--- EXERCISE ---
With no edits of any kind, print each record that follows.

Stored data
______________________________
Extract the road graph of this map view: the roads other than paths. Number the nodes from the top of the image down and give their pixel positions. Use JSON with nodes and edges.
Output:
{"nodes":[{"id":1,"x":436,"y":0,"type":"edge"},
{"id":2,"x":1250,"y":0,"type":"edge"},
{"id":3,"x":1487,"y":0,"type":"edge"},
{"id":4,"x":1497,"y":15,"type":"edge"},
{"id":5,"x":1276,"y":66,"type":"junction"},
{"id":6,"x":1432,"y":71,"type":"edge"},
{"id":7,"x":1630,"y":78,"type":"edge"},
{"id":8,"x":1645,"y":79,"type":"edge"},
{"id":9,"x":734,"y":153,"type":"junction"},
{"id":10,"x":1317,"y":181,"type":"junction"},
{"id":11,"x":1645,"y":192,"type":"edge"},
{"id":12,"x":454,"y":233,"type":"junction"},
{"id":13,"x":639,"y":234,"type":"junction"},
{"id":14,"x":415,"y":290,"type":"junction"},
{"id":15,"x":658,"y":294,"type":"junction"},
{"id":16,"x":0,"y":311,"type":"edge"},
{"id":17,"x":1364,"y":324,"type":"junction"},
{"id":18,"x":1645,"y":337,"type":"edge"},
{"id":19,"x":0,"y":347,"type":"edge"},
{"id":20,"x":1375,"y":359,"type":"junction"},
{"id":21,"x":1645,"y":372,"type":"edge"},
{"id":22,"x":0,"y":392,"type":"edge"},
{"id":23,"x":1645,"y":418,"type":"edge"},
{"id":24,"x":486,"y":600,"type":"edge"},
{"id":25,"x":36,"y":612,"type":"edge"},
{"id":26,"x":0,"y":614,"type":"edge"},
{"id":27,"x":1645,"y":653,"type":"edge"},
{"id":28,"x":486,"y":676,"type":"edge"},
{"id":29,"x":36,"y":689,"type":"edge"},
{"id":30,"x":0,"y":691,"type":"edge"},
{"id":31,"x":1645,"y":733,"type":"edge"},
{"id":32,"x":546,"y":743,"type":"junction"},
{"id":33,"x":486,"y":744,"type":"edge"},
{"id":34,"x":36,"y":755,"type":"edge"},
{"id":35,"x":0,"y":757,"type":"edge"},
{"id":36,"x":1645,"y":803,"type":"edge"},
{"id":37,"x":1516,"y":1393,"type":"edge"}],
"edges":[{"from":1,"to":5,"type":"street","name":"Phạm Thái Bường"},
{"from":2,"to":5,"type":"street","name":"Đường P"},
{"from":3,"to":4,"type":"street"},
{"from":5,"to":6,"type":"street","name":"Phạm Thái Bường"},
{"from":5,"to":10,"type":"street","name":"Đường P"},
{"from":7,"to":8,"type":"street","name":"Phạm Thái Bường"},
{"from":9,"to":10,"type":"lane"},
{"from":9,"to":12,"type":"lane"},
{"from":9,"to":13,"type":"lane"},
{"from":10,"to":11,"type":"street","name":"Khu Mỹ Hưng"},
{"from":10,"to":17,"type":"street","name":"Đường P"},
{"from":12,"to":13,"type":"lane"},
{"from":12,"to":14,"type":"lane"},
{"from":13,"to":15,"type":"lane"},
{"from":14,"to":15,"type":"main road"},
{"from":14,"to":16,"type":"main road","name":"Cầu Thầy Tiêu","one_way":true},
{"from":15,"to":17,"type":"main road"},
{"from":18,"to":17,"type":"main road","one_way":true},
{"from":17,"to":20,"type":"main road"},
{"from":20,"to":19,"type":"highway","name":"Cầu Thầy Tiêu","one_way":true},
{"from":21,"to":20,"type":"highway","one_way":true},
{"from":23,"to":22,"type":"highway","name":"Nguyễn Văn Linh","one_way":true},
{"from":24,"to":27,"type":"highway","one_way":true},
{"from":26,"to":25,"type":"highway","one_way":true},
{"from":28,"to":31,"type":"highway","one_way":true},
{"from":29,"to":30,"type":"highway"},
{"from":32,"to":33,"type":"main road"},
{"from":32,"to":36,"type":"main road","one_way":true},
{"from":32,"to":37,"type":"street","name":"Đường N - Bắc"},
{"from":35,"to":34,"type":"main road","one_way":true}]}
______________________________
--- TASK SOLUTION ---
Extract the road graph of this map view: the roads other than paths. Number the nodes from the top of the image down and give their pixel positions. Use JSON with nodes and edges.
Output:
{"nodes":[{"id":1,"x":436,"y":0,"type":"edge"},
{"id":2,"x":1250,"y":0,"type":"edge"},
{"id":3,"x":1487,"y":0,"type":"edge"},
{"id":4,"x":1497,"y":15,"type":"edge"},
{"id":5,"x":1276,"y":66,"type":"junction"},
{"id":6,"x":1432,"y":71,"type":"edge"},
{"id":7,"x":1630,"y":78,"type":"edge"},
{"id":8,"x":1645,"y":79,"type":"edge"},
{"id":9,"x":734,"y":153,"type":"junction"},
{"id":10,"x":1317,"y":181,"type":"junction"},
{"id":11,"x":1645,"y":192,"type":"edge"},
{"id":12,"x":454,"y":233,"type":"junction"},
{"id":13,"x":639,"y":234,"type":"junction"},
{"id":14,"x":415,"y":290,"type":"junction"},
{"id":15,"x":658,"y":294,"type":"junction"},
{"id":16,"x":0,"y":311,"type":"edge"},
{"id":17,"x":1364,"y":324,"type":"junction"},
{"id":18,"x":1645,"y":337,"type":"edge"},
{"id":19,"x":0,"y":347,"type":"edge"},
{"id":20,"x":1375,"y":359,"type":"junction"},
{"id":21,"x":1645,"y":372,"type":"edge"},
{"id":22,"x":0,"y":392,"type":"edge"},
{"id":23,"x":1645,"y":418,"type":"edge"},
{"id":24,"x":486,"y":600,"type":"edge"},
{"id":25,"x":36,"y":612,"type":"edge"},
{"id":26,"x":0,"y":614,"type":"edge"},
{"id":27,"x":1645,"y":653,"type":"edge"},
{"id":28,"x":486,"y":676,"type":"edge"},
{"id":29,"x":36,"y":689,"type":"edge"},
{"id":30,"x":0,"y":691,"type":"edge"},
{"id":31,"x":1645,"y":733,"type":"edge"},
{"id":32,"x":546,"y":743,"type":"junction"},
{"id":33,"x":486,"y":744,"type":"edge"},
{"id":34,"x":36,"y":755,"type":"edge"},
{"id":35,"x":0,"y":757,"type":"edge"},
{"id":36,"x":1645,"y":803,"type":"edge"},
{"id":37,"x":1516,"y":1393,"type":"edge"}],
"edges":[{"from":1,"to":5,"type":"street","name":"Phạm Thái Bường"},
{"from":2,"to":5,"type":"street","name":"Đường P"},
{"from":3,"to":4,"type":"street"},
{"from":5,"to":6,"type":"street","name":"Phạm Thái Bường"},
{"from":5,"to":10,"type":"street","name":"Đường P"},
{"from":7,"to":8,"type":"street","name":"Phạm Thái Bường"},
{"from":9,"to":10,"type":"lane"},
{"from":9,"to":12,"type":"lane"},
{"from":9,"to":13,"type":"lane"},
{"from":10,"to":11,"type":"street","name":"Khu Mỹ Hưng"},
{"from":10,"to":17,"type":"street","name":"Đường P"},
{"from":12,"to":13,"type":"lane"},
{"from":12,"to":14,"type":"lane"},
{"from":13,"to":15,"type":"lane"},
{"from":14,"to":15,"type":"main road"},
{"from":14,"to":16,"type":"main road","name":"Cầu Thầy Tiêu","one_way":true},
{"from":15,"to":17,"type":"main road"},
{"from":18,"to":17,"type":"main road","one_way":true},
{"from":17,"to":20,"type":"main road"},
{"from":20,"to":19,"type":"highway","name":"Cầu Thầy Tiêu","one_way":true},
{"from":21,"to":20,"type":"highway","one_way":true},
{"from":23,"to":22,"type":"highway","name":"Nguyễn Văn Linh","one_way":true},
{"from":24,"to":27,"type":"highway","one_way":true},
{"from":26,"to":25,"type":"highway","one_way":true},
{"from":28,"to":31,"type":"highway","one_way":true},
{"from":29,"to":30,"type":"highway"},
{"from":32,"to":33,"type":"main road"},
{"from":32,"to":36,"type":"main road","one_way":true},
{"from":32,"to":37,"type":"street","name":"Đường N - Bắc"},
{"from":35,"to":34,"type":"main road","one_way":true}]}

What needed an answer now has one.